![]() |
Al-Ahram Weekly On-line 26 Oct. - 1 Nov. 2000 Issue No. 505 |
||
| Published in Cairo by AL-AHRAM established in 1875 |
|||
Egypt Palestine International Economy Opinion Culture Focus Travel Living Sports Profile People Time Out Chronicles Cartoons Letters Soldiers on the roof
By Graham UsherWe met Taysir Zahleh outside a clinic in what used to be Hebron's bustling town square. Today it was a litter of smouldering tyres, upturned rubbish containers and a ragged carpet of stones and rocks, the aftermath of the day before and the weapons of the clashes to come. A Palestinian woman with a shopping bag and washed-out eyes waited for a signal from the Israeli army so she can enter her house that it has commandeered as a military camp. If she moves before the signal, she could be shot. She has been waiting 20 minutes, she says.
The square marks the partition between Palestinian-controlled Hebron (H1) and Israeli-controlled Hebron (H2), as decided by the PLO and the Israeli government in Oslo's 1995 interim agreement. But for the last two weeks it has become a lethal and deserted no man's land, courtesy of a new army machine gun post that commands the square and has taken more than its fair share of the 20 or so Palestinian Hebronites killed in the recent revolt.
The post squats on a roof perched high on a hill. It has a freshly minted concrete wall, supported by sandbags, with three loopholes, behind which you can see the silhouettes of soldiers and 800mm machine guns. "That's my hospital," says Taysir cheerfully. "That's where we're going."

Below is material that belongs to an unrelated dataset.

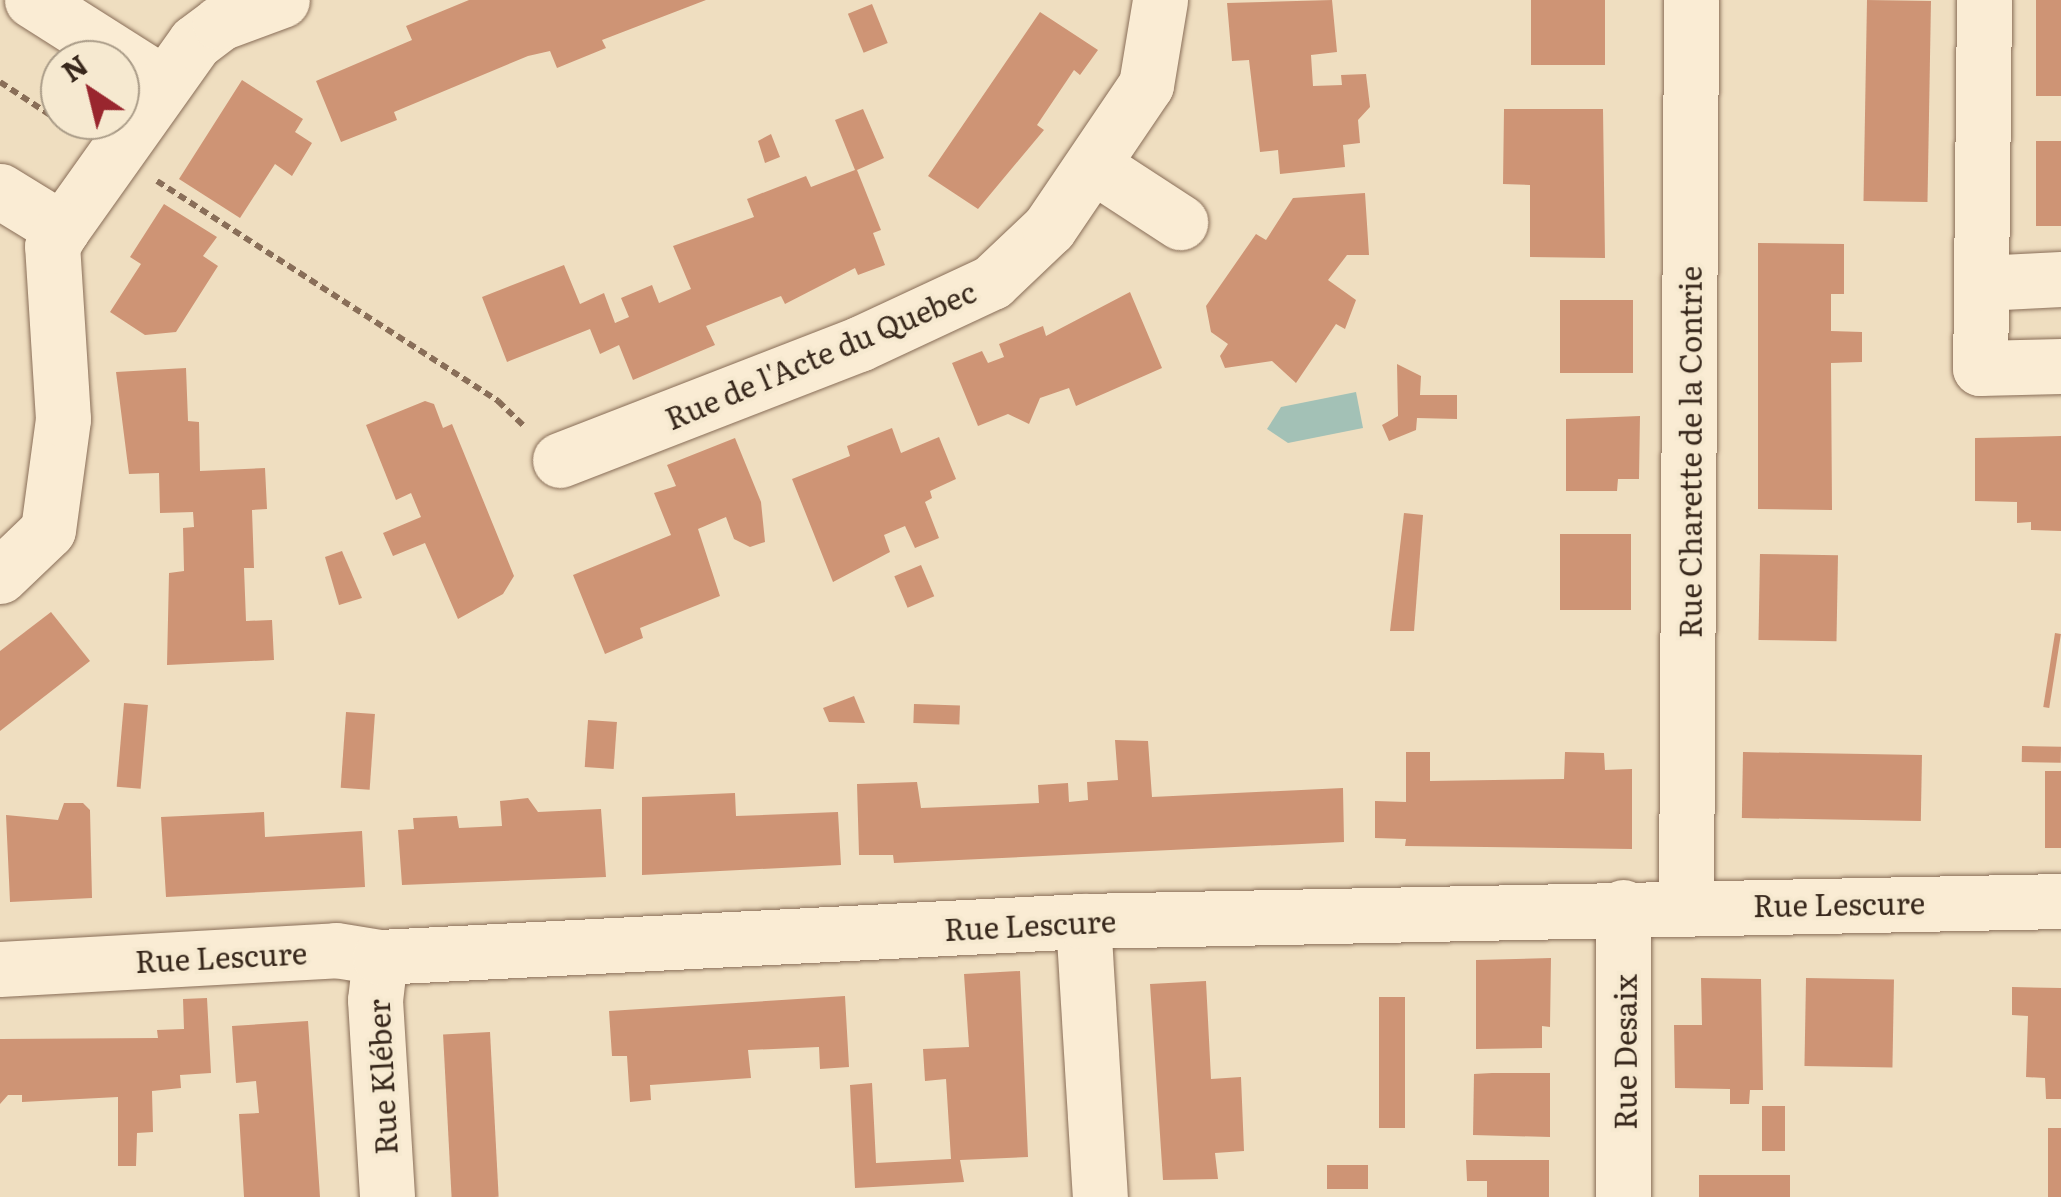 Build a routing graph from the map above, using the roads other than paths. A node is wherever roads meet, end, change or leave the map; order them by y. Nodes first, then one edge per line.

To run the gauntlet between H1 and H2, you scamper up a hill, cross a school courtyard, climb an ancient and crumbling stone wall and press through a thicket of wire and fence. You move quickly because you are clearly in the sights of the machine guns and, perhaps, of Palestinian snipers behind you. Finally, you reach the thick foliage and relative sanctuary -- of the lemon, pomegranate and almond trees of Taysir's garden. He calls his wife on a cell phone to assure her that it is he and nobody else who has the entered the garden.
This is what life has been like for Taysir and his family since 29 September, when Israeli Border Police shot dead seven Palestinians on the Al-Aqsa mosque compound and the army slapped a curfew on the 40,000 Palestinians who live in H2. And the army, for the second time in as many years, decided that Taysir's roof was a prime strategic location in the "war against terrorism" and a perfect salient for pumping gunfire into the 100,000 Palestinians who live in H1.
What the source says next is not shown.